As of October 2022 Trytek is commander of the Polish Armed Force’s 11th Lubuska Armored Cavalry Division, and served as part of the missions in Iraq and Afghanistan.

== Education ==
Piotr Trytek graduated from the Higher School of Mechanized Forces Officers (1994), higher education at the Faculty of Land Forces, Command and Staff Studies at the National Defense University (2002), postgraduate studies in strategic and operational studies at the National Defense University (2013), postgraduate studies in defense policy at the War Studies Academy (2018).

== Military career ==
He began his military service in 1994 as a platoon commander in the 6th Mechanized Regiment in Wałcz. Then, from 1995, he was a company commander in the 2nd Mechanized Brigade of the Legions named after Marshal Józef Piłsudski in Wałcz. After completing his studies, he was sent in 2002 to the headquarters of the 6th Armored Cavalry Brigade in Stargard Szczeciński. In 2003, he was deputy battalion commander in the 2nd Mechanized Brigade. In 2006, he served as part of the 6th rotation of the Polish Military Contingent in Iraq as head of the operational section. In 2007, he took up the position of Chief of Staff of the 2nd Mechanized Brigade, which he held until December 2012. In the meantime, in 2008/2009, he served as Deputy Commander of the Contingent in the 4th rotation of the Polish Military Contingent in Afghanistan. In 2013, after completing postgraduate command and staff studies at the National Defense University, he was appointed Deputy Commander of the 2nd Mechanized Brigade. In 2014, he was Head of the Armed Forces Planning Department at the General Staff of the Polish Armed Forces in Warsaw.

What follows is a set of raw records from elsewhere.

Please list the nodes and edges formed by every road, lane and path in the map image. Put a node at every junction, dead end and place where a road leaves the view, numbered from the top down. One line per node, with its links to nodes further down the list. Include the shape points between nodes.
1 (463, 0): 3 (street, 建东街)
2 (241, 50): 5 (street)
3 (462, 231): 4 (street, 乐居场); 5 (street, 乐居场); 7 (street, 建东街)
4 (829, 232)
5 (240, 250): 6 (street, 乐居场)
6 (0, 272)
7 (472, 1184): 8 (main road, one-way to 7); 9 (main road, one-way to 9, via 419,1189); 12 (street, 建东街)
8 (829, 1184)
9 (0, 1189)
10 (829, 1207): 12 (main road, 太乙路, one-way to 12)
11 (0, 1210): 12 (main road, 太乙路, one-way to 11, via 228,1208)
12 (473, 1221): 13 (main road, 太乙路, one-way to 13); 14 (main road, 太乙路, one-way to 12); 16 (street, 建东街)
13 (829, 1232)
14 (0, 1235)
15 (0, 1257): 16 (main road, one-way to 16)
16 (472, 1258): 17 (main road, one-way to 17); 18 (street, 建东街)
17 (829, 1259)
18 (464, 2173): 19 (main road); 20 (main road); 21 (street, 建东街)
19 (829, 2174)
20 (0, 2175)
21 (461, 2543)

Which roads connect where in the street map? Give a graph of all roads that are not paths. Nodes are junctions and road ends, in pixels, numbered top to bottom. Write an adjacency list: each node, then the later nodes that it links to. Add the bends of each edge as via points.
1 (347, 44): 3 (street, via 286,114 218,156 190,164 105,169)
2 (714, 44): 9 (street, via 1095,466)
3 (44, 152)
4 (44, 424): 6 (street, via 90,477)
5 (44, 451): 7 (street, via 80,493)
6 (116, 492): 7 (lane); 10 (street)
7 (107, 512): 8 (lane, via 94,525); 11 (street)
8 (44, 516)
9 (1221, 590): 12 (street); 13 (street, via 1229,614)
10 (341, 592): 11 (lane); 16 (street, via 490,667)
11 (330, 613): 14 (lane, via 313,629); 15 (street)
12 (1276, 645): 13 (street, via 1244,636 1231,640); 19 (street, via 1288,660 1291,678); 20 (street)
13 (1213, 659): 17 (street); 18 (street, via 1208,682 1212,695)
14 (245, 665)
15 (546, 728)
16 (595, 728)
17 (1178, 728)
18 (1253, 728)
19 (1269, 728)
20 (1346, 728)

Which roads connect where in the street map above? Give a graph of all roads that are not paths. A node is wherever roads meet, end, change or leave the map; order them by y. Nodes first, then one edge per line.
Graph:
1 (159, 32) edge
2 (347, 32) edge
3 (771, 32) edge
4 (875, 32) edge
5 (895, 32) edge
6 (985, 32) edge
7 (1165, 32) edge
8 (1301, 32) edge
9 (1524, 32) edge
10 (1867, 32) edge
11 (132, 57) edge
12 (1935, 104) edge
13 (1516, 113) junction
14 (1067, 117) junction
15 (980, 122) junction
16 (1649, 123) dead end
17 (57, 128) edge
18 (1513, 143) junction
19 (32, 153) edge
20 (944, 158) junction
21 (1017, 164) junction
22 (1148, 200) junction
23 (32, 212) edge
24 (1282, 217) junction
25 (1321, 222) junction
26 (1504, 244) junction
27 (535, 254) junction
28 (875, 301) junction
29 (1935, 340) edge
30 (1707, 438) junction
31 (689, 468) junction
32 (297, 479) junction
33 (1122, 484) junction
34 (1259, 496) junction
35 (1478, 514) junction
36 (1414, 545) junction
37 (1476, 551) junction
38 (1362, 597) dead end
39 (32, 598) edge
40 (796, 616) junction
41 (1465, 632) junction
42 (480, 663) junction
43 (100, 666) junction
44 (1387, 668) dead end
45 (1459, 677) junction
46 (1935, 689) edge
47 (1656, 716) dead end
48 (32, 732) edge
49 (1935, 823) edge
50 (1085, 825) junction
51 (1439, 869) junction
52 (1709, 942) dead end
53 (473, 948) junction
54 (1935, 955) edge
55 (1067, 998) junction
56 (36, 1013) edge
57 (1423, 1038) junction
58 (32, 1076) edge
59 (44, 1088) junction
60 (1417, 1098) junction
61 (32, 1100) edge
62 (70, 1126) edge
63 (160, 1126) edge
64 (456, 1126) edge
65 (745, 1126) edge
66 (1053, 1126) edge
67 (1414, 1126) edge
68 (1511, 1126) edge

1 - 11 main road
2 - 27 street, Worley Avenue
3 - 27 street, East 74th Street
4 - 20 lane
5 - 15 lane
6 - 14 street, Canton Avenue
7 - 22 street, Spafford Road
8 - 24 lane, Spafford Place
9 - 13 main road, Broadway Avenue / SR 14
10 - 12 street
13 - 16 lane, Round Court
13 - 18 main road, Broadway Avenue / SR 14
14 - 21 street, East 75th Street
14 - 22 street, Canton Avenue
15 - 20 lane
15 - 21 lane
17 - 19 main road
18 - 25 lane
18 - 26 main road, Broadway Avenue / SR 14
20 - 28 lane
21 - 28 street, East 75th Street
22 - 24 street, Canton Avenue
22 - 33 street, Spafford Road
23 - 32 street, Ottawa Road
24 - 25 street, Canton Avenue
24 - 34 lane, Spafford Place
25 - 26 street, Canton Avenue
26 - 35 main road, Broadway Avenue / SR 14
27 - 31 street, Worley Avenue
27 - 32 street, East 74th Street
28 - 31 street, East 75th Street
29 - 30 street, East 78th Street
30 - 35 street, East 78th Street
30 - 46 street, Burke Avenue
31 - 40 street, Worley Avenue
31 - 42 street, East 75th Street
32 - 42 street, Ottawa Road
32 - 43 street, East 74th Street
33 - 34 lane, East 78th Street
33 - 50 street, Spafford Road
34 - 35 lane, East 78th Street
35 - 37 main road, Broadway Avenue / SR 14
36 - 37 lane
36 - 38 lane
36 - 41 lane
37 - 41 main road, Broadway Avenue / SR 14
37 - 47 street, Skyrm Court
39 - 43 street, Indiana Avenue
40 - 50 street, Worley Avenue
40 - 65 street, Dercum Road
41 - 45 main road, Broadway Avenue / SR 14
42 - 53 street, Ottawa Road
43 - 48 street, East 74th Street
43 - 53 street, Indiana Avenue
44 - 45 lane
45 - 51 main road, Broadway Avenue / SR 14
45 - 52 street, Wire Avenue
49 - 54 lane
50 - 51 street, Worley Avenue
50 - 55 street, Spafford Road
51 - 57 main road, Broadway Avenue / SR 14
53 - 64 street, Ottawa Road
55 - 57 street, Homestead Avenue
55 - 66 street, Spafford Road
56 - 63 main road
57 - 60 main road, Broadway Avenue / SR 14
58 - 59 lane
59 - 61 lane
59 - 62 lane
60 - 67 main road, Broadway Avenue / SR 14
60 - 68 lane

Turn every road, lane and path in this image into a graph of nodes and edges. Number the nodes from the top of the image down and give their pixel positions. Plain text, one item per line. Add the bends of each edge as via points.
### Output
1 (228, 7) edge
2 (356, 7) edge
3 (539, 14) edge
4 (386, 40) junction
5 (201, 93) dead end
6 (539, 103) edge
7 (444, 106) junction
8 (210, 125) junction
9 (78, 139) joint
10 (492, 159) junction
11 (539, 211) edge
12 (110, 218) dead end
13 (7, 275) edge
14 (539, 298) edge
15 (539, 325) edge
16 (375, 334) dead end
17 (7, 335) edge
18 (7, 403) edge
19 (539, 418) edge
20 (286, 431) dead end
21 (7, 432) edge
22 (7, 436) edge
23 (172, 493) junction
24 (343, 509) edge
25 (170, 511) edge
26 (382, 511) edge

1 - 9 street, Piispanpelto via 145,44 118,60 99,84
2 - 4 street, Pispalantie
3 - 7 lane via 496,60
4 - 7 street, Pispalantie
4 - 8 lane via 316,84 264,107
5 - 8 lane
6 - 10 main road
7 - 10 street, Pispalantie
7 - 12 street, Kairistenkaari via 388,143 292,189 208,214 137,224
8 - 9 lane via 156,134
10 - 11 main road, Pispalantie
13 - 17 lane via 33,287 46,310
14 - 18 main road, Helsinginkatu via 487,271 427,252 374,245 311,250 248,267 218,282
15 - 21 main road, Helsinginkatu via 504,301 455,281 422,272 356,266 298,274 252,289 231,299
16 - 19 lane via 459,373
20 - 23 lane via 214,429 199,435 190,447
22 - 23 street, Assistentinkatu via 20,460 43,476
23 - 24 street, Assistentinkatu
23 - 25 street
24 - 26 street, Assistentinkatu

On January 1, 2017, by decision of the Minister of National Defense, he was appointed Commander of the 12th Mechanized Brigade named after General Józef Haller in Szczecin. On August 15, 2018, by order of the President of the Republic of Poland of August 1, 2018, he was promoted to the rank of brigadier general. He received the act of appointment from the President of the Republic of Poland Andrzej Duda. On February 4, 2019, he was designated to the position of deputy head of the Armed Forces Development Planning and Programming Directorate at the General Staff of the Polish Armed Forces in Warsaw (P5). On October 1, 2020, he took over as commander of the 11th Armored Cavalry Division. On March 1, 2021, during the celebration of the National Remembrance Day of the "Cursed Soldiers", the President of the Republic of Poland Andrzej Duda promoted him to the rank of major general. On September 21, 2023, the Minister of National Defense Mariusz Błaszczak appointed him as the Inspector of the Land Forces of the General Command of the Branches of the Armed Forces, effective from September 29, 2023. He is interested in security issues and military history. He has a wife and two children.